Desayunamos sendas “tartines”
en una de las sucursales de Eric Kayser, la famosa boulangerie. Debo confesar que no cambio este desayuno por ningún
otro cuando tengo la suerte de estar en Paris. La Tartine es el nombre que le
dan los franceses a un simple pedazo de baguette que normalmente acompañan con
una ración de mantequilla y confitura de frutas. Es que definitivamente, hay
algo especial en el pan francés que no es posible encontrar en ningún similar más
allá de las fronteras galas.
Veinticuatro horas más
tarde recorríamos una carretera secundaria que conecta Fontainebleu con la
región de Champagne a través de suaves colinas sembradas de viñedos que en esa
época se preparan para despertar. En la radio, la noticia del día es el encuentro
histórico entre Raúl Castro y Obama en la Cumbre de Panamá, que todos saludan
con entusiasmo.
A la entrada de una de las poblaciones, un
desubicado chofer polaco desciende de su enorme camión y nos pregunta en inglés
por la vía hacia Reims. Me doy cuenta que por querer evitar la autopista y
probablemente algún peaje, se halla en un callejón sin salida, pues su armatoste
no pasará por las estrechas calles de las aldeas de esa zona. En una de ellas
nos detenemos a comprar una baguette
en la primera panadería.

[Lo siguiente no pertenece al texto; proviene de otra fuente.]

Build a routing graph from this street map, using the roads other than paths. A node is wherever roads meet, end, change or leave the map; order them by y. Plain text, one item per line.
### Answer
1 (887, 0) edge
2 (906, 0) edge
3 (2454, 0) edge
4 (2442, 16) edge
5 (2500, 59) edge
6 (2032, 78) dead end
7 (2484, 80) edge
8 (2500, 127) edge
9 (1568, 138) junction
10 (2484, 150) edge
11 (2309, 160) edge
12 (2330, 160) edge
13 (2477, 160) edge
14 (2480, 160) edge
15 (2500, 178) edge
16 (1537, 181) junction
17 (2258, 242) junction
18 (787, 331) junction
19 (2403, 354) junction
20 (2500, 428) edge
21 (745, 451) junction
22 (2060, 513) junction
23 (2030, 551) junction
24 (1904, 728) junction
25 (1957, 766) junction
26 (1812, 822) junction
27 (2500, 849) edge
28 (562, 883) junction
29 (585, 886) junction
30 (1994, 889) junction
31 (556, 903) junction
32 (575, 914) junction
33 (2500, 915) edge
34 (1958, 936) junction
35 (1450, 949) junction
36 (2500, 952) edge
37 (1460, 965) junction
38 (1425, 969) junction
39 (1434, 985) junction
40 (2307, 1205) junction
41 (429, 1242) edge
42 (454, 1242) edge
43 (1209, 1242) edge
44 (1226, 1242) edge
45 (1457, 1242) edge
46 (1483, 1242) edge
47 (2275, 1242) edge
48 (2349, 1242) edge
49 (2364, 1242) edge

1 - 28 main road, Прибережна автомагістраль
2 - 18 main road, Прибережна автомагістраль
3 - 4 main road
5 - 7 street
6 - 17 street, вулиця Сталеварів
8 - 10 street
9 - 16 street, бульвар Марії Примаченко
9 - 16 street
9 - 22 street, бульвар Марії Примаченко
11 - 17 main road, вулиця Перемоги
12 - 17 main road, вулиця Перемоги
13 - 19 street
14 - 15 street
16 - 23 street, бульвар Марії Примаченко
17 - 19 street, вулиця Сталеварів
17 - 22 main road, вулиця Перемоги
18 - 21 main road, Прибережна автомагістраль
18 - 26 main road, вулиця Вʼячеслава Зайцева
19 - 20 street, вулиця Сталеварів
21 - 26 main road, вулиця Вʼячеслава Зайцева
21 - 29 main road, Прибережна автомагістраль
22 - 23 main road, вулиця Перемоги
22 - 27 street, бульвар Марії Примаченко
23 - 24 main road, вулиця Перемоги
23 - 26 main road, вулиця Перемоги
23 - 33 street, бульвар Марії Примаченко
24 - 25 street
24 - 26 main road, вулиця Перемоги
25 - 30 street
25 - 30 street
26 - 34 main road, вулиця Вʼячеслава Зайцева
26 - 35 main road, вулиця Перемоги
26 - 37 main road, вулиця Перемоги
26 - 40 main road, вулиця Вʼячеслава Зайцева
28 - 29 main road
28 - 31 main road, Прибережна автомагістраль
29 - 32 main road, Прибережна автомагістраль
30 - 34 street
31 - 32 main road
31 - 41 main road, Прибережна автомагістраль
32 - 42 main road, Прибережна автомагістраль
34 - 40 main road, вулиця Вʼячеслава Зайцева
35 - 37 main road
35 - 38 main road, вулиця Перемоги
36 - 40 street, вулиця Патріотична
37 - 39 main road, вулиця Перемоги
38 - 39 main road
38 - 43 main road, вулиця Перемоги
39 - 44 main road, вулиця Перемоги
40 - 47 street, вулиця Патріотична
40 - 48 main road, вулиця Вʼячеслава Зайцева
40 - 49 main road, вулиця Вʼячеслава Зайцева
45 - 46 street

Un rato más tarde disfrutamos de uno de los máximos
placeres que la vida nos puede dar: una merienda en la campiña francesa con pan,
queso camembert y mantequilla, acompañado de extraordinario vinito de Bourdeux,
y de algunas vacas negras con manchas blancas que rozagantes, pastan a lo lejos.
Atrás han quedado
las excentricidades de las joyerías de la Place Vendome, la elegancia de los
macarrons de la Durreé, el bullicio de los restaurantes callejeros de la rue de
la Huchette , el Confit de Canard con pedigrí de la Tour d’Argent y los bateaux-mouches que tiñen de luces la
noche del Sena.
Al saborear mi tartine,
esa mañana a la vera del tranquilo sendero me retraigo a la apreciada Place
Duphine y al reclamo de mis muchachos al conocerla. ¿Será que mis sesenta me han
vuelto alérgico al bullicio y la algarabía?
Después de todo,
concluyo, Paris es una esplendorosa fiesta que todos debiéramos descubrir alguna vez, para brindar y exclamar,
como lo hizo Dom Perignon el monje, al revelar por azar la burbujeante champaña:
“Venez mes
frères, je bois des étoiles”
(Vengan hermanos, estoy bebiendo estrellas…!)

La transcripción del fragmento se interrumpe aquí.